When the soil resistivity of an area is so high that a low resistance ground isn’t feasible, bonding and other requirements, such as transient voltage surge suppression (TVSS) equipment can be implemented to achieve good performance.

As part of our electrical grounding system design, the engineers at E&S Grounding Solutions provide a written recommendation along with a drawing of the site illustrating the recommended grounding configuration, quantity and location of the electrical grounding electrodes, grounding electrode spacing, and models.

Human safety is critical during ground potential rise events in work place areas

Electrical grounding safety systems are required to protect personnel working where ground rise potential hazards are known to exist. In fact, federal law mandates that all known hazards must be eliminated from the work place for the safety of workers. Substations are always considered workplaces and step and touch potentials must be eliminated to ensure the safety of work personnel. And, although transmission and distribution towers or poles are not always considered work places and are often exempt from these requirements, as soon as equipment is installed that is not related to the electric utility company and requires outside vendors to support the new equipment, it is now considered a workplace.

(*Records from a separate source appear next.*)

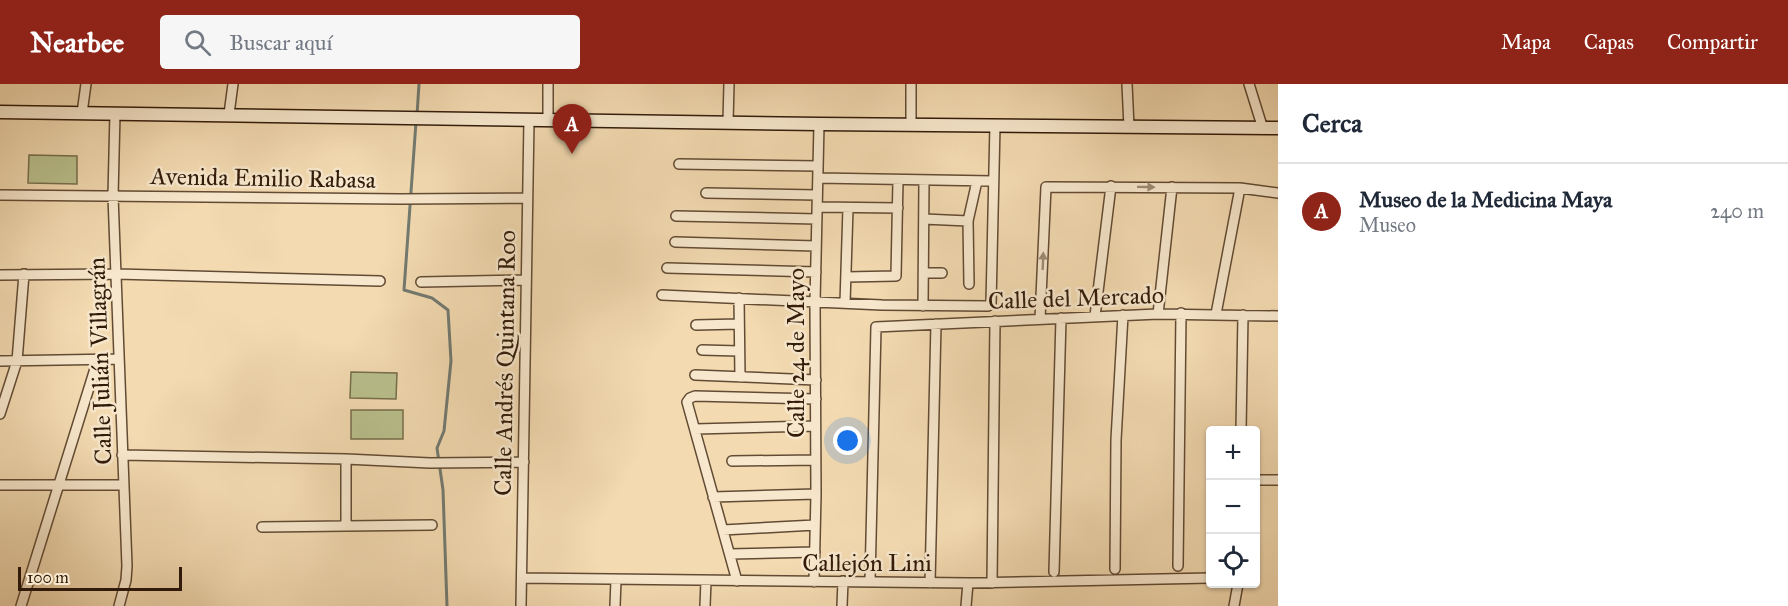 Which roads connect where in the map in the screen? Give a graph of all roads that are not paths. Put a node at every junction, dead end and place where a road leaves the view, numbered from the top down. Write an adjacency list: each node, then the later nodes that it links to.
1 (86, 84): 9 (street)
2 (233, 84): 11 (street)
3 (548, 84): 12 (street)
4 (729, 84): 14 (street)
5 (911, 84): 15 (street)
6 (1127, 84): 18 (street)
7 (1249, 84): 20 (street)
8 (0, 112): 9 (street)
9 (82, 113): 10 (street)
10 (115, 113): 11 (street); 35 (street, Calle Julián Villagrán)
11 (229, 114): 13 (street)
12 (548, 119): 13 (street); 14 (street)
13 (529, 120): 36 (street, Calle Andrés Quintana Roo)
14 (728, 122): 16 (street)
15 (911, 123): 16 (street); 17 (street)
16 (819, 124): 22 (street, Calle 24 de Mayo)
17 (994, 125): 18 (street); 27 (street)
18 (1129, 127): 20 (street)
19 (1278, 128): 20 (street)
20 (1263, 129)
21 (679, 164): 22 (street)
22 (818, 166): 23 (street, Calle 24 de Mayo)
23 (818, 178): 24 (street); 34 (street, Calle 24 de Mayo)
24 (898, 180): 25 (street); 39 (street)
25 (924, 180): 26 (street); 42 (street)
26 (977, 181): 27 (street); 43 (street)
27 (992, 181): 62 (street, Calle del Mercado)
28 (1111, 186): 29 (street, one-way to 29); 68 (street); 71 (street, one-way to 28)
29 (1172, 187): 30 (street); 64 (street)
30 (1240, 188): 32 (street); 65 (street)
31 (706, 193): 34 (street)
32 (1278, 193)
33 (0, 195): 35 (street, Avenida Emilio Rabasa)
34 (817, 195): 37 (street, Calle 24 de Mayo)
35 (113, 196): 36 (street, Avenida Emilio Rabasa); 51 (street, Calle Julián Villagrán)
36 (526, 198): 54 (street, Calle Andrés Quintana Roo)
37 (817, 207): 38 (street); 41 (street, Calle 24 de Mayo)
38 (848, 208): 39 (street); 53 (street)
39 (898, 208): 53 (street)
40 (676, 216): 41 (street)
41 (817, 219): 45 (street, Calle 24 de Mayo)
42 (924, 219): 43 (street); 48 (street)
43 (968, 221): 57 (street)
44 (675, 242): 45 (street)
45 (816, 246): 47 (street, Calle 24 de Mayo)
46 (667, 268): 47 (street)
47 (816, 272): 60 (street, Calle 24 de Mayo)
48 (924, 273): 49 (street); 62 (street)
49 (942, 273)
50 (24, 274): 51 (street); 52 (street); 80 (street)
51 (117, 274): 55 (street); 78 (street, Calle Julián Villagrán)
52 (0, 275)
53 (846, 277): 61 (street)
54 (526, 280): 56 (street); 94 (street, Calle Andrés Quintana Roo)
55 (380, 281)
56 (421, 282)
57 (969, 284)
58 (662, 295): 59 (street, Calle del Mercado)
59 (739, 298): 60 (street, Calle del Mercado); 73 (street)
60 (815, 302): 61 (street, Calle del Mercado); 84 (street, Calle 24 de Mayo)
61 (845, 303): 62 (street, Calle del Mercado)
62 (923, 306)
63 (1181, 313): 64 (street, Calle del Mercado); 65 (street, Calle del Mercado); 109 (street)
64 (1158, 314): 66 (street, Calle del Mercado)
65 (1216, 314): 67 (street, Calle del Mercado)
66 (1123, 315): 68 (street, Calle del Mercado); 110 (street)
67 (1243, 315): 69 (street, Calle del Mercado); 88 (street)
68 (1095, 316): 70 (street, Calle del Mercado)
69 (1278, 316)
70 (1061, 318): 71 (street, Calle del Mercado); 111 (street)
71 (1041, 319): 72 (street, Calle del Mercado)
72 (995, 321): 74 (street, Calle del Mercado); 121 (street)
73 (739, 324): 75 (street); 77 (street)
74 (936, 324): 118 (street, Calle del Mercado); 120 (street)
75 (696, 325)
76 (702, 350): 77 (street)
77 (739, 351): 83 (street)
78 (118, 358): 79 (street); 90 (street, Calle Julián Villagrán)
79 (98, 359): 80 (street); 98 (street)
80 (17, 361): 81 (street); 86 (street)
81 (0, 362)
82 (694, 375): 83 (street)
83 (740, 377): 84 (street)
84 (816, 380): 85 (street, Calle 24 de Mayo)
85 (816, 399): 87 (street, Calle 24 de Mayo); 89 (street)
86 (0, 414)
87 (815, 426): 89 (street); 92 (street, Calle 24 de Mayo)
88 (1241, 426)
89 (694, 429): 101 (street)
90 (123, 455): 91 (street); 99 (street, Calle Julián Villagrán)
91 (346, 459): 94 (street); 104 (street)
92 (816, 460): 93 (street); 100 (street, Calle 24 de Mayo)
93 (732, 461)
94 (524, 462): 112 (street, Calle Andrés Quintana Roo)
95 (1260, 480): 96 (street)
96 (1278, 480)
97 (0, 485): 98 (street)
98 (58, 485): 99 (street); 124 (street)
99 (124, 485): 125 (street, Calle Julián Villagrán)
100 (816, 494): 101 (street); 103 (street, Calle 24 de Mayo)
101 (713, 497): 106 (street)
102 (432, 525): 104 (street)
103 (815, 525): 106 (street); 107 (street, Calle 24 de Mayo)
104 (346, 526): 105 (street)
105 (262, 527)
106 (723, 530): 108 (street)
107 (815, 552): 108 (street); 119 (street, Calle 24 de Mayo)
108 (730, 554): 116 (street)
109 (1178, 566)
110 (1115, 569)
111 (1054, 572)
112 (522, 578): 114 (street, Callejón Lini); 126 (street, Calle Andrés Quintana Roo)
113 (1206, 578): 121 (street, Callejón Lini)
114 (616, 580): 115 (street, Callejón Lini); 127 (street)
115 (706, 580): 116 (street, Callejón Lini); 128 (street)
116 (737, 581): 119 (street, Callejón Lini)
117 (843, 581): 118 (street, Callejón Lini); 119 (street, Callejón Lini); 129 (street)
118 (870, 581): 120 (street, Callejón Lini)
119 (814, 582)
120 (930, 583): 122 (street, Callejón Lini)
121 (992, 583): 122 (street, Callejón Lini)
122 (968, 584): 130 (street)
123 (1237, 588): 131 (street)
124 (21, 606)
125 (119, 606)
126 (521, 606)
127 (615, 606)
128 (705, 606)
129 (842, 606)
130 (966, 606)
131 (1234, 606)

Cellular telecommunications, environmental monitoring, and microwave relay equipment are good examples of equipment that, when installed on a high-voltage tower, turns the tower into a work place. Federal law 29 CFR 1910.269 specifically states that step and touch potentials must be eliminated on transmission and distribution lines that include any related communication equipment. This would make the elimination of step and touch potentials required. See our section on step and touch potential for more information.

A lightning strike analysis can save lives and sensitive equipment from injury and damage

Lightning Strike AnalysisLightning is a random and unpredictable event. Globally, some 2000 ongoing thunderstorms cause about 100 lightning strikes to the earth each second. Did you know that total equipment damage costs from lightning strikes is aproximately 150 million dollars every year in the United States? The average lightning strike will cost approximately $30,000 in equipment damage. However, if the building and equipment is properly grounded personnel injury and equipment damage can be reduced or eliminated entirely. In fact, a Lightning Strike Analysis is a critical component in comprehensive cell site grounding design.

The purpose of a lightning protection system for a building is to provide a path for the lightning strike to pass through without damaging personnel or sensitive equipment in the building. A lightning protection system provides a low-resistance path for the strike to flow through. The main components of a lightning protection system are:

  • Grounding rods
  • Air terminals
  • Down conductors

The option to install a lightning protection system is a critical decision for the purposes of safety of personnel, protection of property, insurance costs, and downtime. The engineers at E&S Grounding Solutions provide lightning stike analysis based on the requirements set out in the 2000 edition of NFPA 780 Risk Analysis Guidelines (National Fire Protection Association Standard for the Installation of Lightning Protection Systems).